Tegen half tien waren we op ons kamer, pompaf, maar een enorme ervaring rijker. Man, hoe fijn kan zo’n vakantie zijn!

Lectuur: “Moby Dick” van Herman Melville

Euhm. Dit is een boek waar ik me eigenlijk wel behoorlijk aan mispakt had. Ik had een avonturenverhaal verwacht over de jacht op een witte walvis met slecht karakter.

Ik kreeg een boek over walvissen. Ik weet intussen alles over de verschillende habitats, de verschillende soorten walvissen, hun gedrag, hun evolutie, hun paringsrituelen, hun wetenschappelijke classificatie, noem maar op. Oh, en over verschillende types walvisvaarders, de boten, de manier van optuigen, hoe je een walvis vangt, hem volledig in stukken snijdt, de blubber opvangt, hem verder versnijdt, hoe alles bewaard wordt… Eigenlijk leert dit boek je quasi alles over de walvisvaart in die tijd. De verteller is dan ook niet Captain Ahab, zoals ik verwacht had, maar Ishmael, een walvisvaarder aan boord van de Pequod. Ik had het nochtans kunnen weten: de bekende openingszin is per slot van rekening “Call me Ishmael.”

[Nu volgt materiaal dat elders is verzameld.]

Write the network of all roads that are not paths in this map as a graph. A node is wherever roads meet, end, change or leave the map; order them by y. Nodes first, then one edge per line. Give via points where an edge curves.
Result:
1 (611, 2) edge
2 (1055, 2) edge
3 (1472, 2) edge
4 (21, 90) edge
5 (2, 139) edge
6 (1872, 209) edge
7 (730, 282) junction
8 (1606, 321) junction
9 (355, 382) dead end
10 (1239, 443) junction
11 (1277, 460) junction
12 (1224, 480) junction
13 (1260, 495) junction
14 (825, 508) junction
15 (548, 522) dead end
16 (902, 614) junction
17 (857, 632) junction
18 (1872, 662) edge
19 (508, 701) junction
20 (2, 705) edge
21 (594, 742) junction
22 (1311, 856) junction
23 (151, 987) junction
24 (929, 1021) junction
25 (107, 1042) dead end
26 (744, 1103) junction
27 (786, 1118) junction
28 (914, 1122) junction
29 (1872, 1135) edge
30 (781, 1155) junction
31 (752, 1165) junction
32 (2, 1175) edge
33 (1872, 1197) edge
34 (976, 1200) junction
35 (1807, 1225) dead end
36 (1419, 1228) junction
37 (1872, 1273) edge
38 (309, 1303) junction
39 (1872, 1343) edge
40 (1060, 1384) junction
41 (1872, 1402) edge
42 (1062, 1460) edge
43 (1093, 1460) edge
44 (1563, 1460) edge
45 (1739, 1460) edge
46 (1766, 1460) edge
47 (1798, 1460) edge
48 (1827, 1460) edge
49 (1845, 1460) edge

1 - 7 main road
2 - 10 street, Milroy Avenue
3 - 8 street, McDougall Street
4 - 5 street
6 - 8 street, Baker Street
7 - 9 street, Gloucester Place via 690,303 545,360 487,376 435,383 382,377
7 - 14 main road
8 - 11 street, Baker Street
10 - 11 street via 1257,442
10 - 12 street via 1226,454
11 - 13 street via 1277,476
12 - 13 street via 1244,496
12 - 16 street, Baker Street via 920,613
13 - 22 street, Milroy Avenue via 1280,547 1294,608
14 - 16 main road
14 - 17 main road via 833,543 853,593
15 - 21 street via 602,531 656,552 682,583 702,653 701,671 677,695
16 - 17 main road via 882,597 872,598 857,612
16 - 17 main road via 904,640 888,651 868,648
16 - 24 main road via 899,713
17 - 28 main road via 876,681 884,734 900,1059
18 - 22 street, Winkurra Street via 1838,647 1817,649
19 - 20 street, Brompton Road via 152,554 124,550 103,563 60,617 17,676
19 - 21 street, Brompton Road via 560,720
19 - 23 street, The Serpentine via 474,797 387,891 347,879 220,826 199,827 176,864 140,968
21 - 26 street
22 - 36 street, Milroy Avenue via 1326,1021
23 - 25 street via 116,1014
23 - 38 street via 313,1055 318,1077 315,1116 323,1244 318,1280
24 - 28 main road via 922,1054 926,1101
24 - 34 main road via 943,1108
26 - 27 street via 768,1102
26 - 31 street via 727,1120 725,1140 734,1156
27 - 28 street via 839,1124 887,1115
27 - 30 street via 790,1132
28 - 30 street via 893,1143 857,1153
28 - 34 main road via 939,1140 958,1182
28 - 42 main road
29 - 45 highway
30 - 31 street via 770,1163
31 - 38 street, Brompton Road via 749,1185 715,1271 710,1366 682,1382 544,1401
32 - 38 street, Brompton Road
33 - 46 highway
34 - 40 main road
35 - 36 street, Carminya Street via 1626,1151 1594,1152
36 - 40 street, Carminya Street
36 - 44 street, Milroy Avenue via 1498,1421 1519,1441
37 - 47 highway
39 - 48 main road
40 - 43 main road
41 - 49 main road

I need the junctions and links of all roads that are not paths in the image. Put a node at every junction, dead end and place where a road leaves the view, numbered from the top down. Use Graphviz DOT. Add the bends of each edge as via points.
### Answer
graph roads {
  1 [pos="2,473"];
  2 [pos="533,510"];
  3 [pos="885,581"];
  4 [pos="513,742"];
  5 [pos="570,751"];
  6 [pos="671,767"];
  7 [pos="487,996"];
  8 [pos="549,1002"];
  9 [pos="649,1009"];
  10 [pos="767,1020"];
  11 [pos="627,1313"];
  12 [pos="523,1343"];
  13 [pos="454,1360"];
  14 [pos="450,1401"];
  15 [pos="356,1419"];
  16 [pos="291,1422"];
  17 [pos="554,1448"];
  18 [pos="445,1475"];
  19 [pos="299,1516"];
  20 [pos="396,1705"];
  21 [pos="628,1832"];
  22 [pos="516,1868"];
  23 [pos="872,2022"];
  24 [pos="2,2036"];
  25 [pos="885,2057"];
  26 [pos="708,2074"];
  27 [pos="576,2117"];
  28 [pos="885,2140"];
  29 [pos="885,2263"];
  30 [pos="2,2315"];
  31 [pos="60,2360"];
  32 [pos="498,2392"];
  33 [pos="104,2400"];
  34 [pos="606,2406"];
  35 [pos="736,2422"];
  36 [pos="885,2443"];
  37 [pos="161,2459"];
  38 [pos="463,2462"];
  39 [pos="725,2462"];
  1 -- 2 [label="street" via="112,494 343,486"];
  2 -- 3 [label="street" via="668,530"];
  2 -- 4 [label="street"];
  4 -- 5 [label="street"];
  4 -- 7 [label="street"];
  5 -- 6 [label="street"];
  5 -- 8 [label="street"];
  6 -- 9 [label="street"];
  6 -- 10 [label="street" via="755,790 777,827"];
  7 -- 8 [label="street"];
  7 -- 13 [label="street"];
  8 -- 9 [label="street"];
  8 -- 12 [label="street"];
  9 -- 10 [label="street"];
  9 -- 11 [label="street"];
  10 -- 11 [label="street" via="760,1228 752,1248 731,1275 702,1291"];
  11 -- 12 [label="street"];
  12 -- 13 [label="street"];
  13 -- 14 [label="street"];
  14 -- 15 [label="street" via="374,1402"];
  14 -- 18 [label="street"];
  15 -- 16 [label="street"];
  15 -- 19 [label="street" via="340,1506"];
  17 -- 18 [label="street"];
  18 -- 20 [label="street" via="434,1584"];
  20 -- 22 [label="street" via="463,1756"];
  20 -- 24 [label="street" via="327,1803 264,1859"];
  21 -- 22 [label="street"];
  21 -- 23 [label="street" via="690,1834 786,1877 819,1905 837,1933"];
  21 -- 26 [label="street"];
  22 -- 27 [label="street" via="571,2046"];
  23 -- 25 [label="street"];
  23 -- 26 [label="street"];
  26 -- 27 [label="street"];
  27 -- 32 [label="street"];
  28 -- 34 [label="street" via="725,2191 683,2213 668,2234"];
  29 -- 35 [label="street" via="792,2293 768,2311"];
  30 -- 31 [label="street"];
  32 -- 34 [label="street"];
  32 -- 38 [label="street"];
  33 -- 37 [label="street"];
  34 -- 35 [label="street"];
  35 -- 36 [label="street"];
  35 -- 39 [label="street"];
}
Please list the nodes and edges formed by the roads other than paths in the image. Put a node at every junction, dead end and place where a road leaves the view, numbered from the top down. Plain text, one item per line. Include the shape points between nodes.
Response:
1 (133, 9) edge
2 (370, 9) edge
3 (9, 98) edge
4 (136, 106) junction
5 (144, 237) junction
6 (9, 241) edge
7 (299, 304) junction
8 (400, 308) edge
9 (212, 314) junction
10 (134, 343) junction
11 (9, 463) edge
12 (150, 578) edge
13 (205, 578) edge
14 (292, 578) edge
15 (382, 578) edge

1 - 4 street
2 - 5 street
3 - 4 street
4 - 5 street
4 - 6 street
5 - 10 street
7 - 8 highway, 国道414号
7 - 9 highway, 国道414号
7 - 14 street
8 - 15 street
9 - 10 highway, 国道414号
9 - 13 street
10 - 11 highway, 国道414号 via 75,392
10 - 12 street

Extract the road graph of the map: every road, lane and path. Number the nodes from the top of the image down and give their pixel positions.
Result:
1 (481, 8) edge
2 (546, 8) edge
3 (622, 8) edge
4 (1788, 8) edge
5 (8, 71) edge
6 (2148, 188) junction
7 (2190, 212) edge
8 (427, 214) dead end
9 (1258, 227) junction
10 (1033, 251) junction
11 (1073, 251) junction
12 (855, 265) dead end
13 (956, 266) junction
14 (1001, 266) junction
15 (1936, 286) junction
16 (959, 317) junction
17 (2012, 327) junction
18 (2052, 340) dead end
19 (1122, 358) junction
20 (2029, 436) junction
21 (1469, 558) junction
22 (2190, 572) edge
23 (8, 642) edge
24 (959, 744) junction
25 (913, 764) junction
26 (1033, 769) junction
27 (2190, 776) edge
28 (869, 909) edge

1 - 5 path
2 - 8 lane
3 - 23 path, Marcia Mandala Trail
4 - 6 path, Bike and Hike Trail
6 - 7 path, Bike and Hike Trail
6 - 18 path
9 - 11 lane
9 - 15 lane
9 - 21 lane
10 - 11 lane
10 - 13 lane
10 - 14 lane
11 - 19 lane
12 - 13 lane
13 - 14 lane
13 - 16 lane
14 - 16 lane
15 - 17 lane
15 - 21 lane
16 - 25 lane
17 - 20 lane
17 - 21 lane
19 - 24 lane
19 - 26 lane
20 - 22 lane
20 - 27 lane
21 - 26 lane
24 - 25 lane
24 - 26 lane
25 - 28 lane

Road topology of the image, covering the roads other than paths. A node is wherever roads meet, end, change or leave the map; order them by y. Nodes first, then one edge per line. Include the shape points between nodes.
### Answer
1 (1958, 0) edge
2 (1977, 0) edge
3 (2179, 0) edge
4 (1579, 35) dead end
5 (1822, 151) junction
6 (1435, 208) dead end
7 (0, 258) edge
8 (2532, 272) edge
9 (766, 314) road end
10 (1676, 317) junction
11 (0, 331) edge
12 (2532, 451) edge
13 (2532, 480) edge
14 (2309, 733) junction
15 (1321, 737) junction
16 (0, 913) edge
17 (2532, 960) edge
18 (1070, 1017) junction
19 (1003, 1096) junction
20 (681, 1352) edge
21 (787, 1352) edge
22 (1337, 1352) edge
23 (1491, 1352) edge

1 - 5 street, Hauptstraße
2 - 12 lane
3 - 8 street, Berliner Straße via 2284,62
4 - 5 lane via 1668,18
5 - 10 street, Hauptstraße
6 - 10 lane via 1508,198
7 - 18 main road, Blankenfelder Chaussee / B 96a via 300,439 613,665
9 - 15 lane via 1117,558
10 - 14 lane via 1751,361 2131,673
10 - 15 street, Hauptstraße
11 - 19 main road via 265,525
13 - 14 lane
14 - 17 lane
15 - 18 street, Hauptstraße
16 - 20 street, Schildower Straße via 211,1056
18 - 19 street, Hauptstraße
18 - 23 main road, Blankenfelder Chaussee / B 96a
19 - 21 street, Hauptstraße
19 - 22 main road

Het boek is zeer barok geschreven, met heel veel overpeinzingen, filosofische bedenkingen, maar dus ook soms (pseudo-)wetenschappelijke kennis en opsommingen. Amper in de laatste paar bladzijden komt Moby Dick zelf ook op de proppen: het hele boek lang jaagt de bemanning op de meedogenloze schrik der zeeën, aan wie Captain Ahab in een eerdere confrontatie al een been is kwijt geraakt.

Een passage die ik aangeduid had, bijvoorbeeld: “There is no steady unretracing progress in this life; we do not advance through fixed gradations, and at the last one pause:– through infancy’s unconscious spell, boyhood’s thoughtless faith, adolescence’ doubt (the common doom), then scepticism, then disbelief, resting at last in manhood’s pondering repose of If. But once gone through, we trace the round again; and are infants, boys, and men, and Ifs eternally. Where lies the final harbor, whence we unmoor no more? In what rapt ether sails the world, of which the weariest will never weary? Where is the foundling’s father hidden? Our souls are like those orphans whose unwedded mothers die in bearing them: the secret of our paternity lies in their grave, and we must there to learn it.”

Met andere woorden: je leest dit boek niet zomaar even tussendoor, ook al omdat het 650 bladzijden telt. 650 over walvissen en de walvisvaart.

Vond ik het goed? Goh… niet speciaal, eigenlijk. Misschien ook wel omdat ik me aan een avonturenverhaal had verwacht, en niet dit. Maar het is wel met recht en reden een klassieker, denk ik dan.